- **THE PROBLEM**: What's wanted is each entry repeated verbatim, minus its images.

- **MATERIALS PROVIDED**:
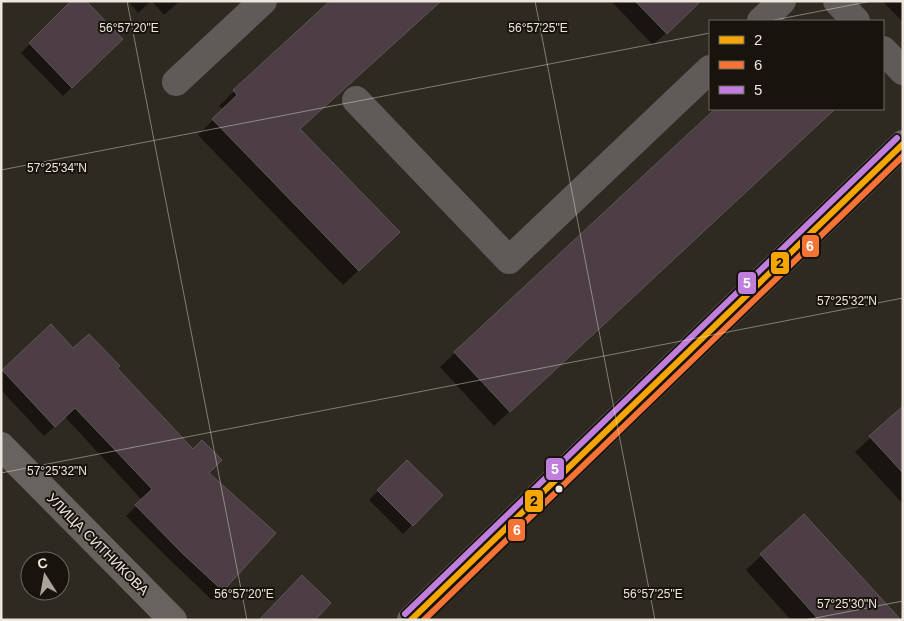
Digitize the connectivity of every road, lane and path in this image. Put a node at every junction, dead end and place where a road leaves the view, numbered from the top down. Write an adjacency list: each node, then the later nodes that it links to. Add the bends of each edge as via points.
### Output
1 (263, 1): 9 (lane)
2 (782, 1): 4 (lane)
3 (837, 1): 5 (lane)
4 (762, 20)
5 (855, 20)
6 (884, 51): 8 (lane)
7 (709, 70): 10 (lane, via 509,260)
8 (903, 71)
9 (176, 82)
10 (356, 100)
11 (903, 144): 14 (main road)
12 (1, 446): 13 (main road, УЛИЦА СИТНИКОВА)
13 (173, 620)
14 (411, 620)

- **EXERCISE ANSWER**:
Digitize the connectivity of every road, lane and path in this image. Put a node at every junction, dead end and place where a road leaves the view, numbered from the top down. Write an adjacency list: each node, then the later nodes that it links to. Add the bends of each edge as via points.
### Output
1 (263, 1): 9 (lane)
2 (782, 1): 4 (lane)
3 (837, 1): 5 (lane)
4 (762, 20)
5 (855, 20)
6 (884, 51): 8 (lane)
7 (709, 70): 10 (lane, via 509,260)
8 (903, 71)
9 (176, 82)
10 (356, 100)
11 (903, 144): 14 (main road)
12 (1, 446): 13 (main road, УЛИЦА СИТНИКОВА)
13 (173, 620)
14 (411, 620)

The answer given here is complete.